EXERCISE OBJECTIVE →
Pull each line holding "Paranaense" out of the entries below.

——————

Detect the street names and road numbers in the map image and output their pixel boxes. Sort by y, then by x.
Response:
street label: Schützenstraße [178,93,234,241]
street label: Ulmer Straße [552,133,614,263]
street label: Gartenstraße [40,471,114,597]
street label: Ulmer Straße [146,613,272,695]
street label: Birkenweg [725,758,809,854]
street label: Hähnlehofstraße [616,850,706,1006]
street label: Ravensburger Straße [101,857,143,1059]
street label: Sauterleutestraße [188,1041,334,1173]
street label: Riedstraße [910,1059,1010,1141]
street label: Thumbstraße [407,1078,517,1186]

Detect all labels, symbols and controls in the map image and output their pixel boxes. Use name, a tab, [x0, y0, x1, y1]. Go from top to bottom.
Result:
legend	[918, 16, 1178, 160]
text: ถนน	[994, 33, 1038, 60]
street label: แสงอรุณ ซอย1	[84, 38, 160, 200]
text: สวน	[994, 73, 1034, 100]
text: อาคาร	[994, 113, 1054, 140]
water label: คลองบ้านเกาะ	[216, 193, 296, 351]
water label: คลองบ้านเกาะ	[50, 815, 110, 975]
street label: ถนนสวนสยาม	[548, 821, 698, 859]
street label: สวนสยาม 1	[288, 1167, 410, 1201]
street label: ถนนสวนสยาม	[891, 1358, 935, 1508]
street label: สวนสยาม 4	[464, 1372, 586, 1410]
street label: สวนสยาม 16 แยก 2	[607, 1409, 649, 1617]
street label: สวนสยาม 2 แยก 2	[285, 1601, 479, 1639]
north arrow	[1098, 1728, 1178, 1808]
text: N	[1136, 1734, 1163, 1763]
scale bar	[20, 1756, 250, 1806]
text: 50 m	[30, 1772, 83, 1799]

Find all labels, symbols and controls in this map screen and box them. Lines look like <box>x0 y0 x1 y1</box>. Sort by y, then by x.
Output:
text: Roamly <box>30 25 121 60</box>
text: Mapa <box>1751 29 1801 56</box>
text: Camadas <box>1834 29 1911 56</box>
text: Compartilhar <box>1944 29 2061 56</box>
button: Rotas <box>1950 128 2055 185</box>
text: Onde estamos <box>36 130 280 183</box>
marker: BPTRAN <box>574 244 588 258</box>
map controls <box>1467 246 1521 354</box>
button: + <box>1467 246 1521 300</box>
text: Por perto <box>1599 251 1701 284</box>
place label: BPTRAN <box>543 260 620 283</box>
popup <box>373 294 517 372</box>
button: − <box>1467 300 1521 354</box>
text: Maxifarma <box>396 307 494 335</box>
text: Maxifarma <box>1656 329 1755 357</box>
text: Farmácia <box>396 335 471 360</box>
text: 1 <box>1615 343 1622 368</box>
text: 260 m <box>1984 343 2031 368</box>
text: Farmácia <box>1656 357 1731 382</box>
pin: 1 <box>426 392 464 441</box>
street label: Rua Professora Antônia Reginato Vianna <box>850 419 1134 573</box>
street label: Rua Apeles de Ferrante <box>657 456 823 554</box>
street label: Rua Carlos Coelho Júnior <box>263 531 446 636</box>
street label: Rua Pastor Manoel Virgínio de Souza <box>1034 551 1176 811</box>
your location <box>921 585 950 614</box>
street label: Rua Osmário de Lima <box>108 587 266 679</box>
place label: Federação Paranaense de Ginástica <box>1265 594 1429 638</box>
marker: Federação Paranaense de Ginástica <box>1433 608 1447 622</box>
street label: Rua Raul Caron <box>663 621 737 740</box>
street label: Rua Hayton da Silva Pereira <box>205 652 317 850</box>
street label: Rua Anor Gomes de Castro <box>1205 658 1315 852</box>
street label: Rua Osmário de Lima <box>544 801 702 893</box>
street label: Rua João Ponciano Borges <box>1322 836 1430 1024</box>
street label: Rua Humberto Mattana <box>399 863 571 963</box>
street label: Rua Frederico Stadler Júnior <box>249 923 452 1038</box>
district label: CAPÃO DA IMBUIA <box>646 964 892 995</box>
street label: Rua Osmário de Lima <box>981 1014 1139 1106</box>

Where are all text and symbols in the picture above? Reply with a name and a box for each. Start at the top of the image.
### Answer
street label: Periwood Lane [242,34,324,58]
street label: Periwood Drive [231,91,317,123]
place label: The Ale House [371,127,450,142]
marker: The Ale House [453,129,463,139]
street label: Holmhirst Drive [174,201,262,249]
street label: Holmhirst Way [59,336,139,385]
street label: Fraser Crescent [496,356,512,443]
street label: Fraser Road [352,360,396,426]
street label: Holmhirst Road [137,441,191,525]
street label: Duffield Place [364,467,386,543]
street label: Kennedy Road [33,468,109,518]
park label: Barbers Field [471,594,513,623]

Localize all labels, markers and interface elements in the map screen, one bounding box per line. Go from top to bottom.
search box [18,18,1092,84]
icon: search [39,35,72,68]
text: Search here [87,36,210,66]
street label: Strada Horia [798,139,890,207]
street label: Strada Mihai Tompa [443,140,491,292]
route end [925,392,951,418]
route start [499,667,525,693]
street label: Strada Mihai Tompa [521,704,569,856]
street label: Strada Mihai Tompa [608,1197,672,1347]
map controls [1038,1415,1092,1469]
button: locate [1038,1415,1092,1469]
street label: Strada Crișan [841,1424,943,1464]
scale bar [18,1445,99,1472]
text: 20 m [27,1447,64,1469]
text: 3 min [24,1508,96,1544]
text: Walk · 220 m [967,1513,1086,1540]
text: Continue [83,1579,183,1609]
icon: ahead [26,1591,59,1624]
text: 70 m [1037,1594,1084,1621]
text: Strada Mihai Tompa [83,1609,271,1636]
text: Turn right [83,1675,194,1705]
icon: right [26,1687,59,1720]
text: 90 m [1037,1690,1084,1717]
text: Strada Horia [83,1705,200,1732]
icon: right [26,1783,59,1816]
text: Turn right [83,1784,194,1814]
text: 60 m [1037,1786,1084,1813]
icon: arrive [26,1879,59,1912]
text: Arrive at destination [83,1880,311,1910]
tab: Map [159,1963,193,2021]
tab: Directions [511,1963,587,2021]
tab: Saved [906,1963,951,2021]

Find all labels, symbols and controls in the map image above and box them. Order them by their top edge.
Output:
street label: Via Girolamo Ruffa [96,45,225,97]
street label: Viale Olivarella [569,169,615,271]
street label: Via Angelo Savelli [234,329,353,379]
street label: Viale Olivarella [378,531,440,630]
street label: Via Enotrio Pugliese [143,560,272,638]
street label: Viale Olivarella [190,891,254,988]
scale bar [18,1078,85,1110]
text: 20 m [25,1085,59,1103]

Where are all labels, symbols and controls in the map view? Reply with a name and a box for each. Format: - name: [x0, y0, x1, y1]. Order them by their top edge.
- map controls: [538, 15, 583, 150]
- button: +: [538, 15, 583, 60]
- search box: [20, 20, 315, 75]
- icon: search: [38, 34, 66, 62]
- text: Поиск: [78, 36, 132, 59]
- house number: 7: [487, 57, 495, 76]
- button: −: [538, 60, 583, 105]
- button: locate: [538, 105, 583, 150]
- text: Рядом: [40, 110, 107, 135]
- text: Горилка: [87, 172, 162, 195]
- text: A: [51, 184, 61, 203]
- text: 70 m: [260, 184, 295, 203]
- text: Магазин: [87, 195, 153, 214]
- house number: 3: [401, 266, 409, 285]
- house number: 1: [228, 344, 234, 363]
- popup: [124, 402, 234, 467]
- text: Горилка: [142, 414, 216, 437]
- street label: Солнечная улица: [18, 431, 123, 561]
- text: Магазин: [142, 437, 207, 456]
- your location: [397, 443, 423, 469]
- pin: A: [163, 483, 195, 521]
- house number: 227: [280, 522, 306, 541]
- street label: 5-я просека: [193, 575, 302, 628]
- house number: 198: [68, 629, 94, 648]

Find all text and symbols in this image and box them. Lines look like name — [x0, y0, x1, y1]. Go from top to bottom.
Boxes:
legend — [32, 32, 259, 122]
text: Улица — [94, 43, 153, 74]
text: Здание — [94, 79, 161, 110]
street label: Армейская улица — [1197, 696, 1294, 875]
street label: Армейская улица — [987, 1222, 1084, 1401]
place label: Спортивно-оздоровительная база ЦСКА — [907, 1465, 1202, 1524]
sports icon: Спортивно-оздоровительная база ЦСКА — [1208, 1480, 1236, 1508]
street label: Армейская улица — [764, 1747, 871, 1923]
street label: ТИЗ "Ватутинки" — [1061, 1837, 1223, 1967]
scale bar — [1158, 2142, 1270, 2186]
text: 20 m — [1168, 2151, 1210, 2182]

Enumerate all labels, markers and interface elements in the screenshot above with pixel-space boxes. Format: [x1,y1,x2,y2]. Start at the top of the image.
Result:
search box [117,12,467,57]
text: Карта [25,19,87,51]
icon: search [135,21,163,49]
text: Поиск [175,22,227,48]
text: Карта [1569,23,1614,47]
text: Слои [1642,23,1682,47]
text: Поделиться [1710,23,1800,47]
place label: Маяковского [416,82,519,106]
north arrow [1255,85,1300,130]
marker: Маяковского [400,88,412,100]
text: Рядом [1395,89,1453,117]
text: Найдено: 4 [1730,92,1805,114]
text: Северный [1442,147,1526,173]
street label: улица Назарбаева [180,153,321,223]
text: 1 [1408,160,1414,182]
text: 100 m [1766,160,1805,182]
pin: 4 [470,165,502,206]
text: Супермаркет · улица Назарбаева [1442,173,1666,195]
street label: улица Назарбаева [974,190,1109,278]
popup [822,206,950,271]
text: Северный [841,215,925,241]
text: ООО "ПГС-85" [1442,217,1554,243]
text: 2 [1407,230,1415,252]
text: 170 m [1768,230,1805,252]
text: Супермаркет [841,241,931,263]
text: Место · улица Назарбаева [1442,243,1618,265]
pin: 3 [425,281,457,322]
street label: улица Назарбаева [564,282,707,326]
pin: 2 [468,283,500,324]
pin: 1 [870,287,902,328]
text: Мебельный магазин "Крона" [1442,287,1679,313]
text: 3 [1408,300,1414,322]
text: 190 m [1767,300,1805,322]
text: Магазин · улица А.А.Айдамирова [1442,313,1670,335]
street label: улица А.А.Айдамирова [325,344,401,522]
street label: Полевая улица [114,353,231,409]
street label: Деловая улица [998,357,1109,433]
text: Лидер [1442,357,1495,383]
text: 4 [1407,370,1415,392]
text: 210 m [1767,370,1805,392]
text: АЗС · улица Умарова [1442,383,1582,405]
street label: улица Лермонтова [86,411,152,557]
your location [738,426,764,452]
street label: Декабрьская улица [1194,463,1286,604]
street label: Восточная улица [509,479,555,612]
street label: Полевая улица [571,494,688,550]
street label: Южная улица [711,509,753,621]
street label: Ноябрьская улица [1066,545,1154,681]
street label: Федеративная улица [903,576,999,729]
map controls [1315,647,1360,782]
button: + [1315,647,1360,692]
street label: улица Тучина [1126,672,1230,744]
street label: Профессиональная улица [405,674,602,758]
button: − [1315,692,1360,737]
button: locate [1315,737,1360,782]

——————

TASK RESULT →
place label: Federação Paranaense de Ginástica <box>1265 594 1429 638</box>
marker: Federação Paranaense de Ginástica <box>1433 608 1447 622</box>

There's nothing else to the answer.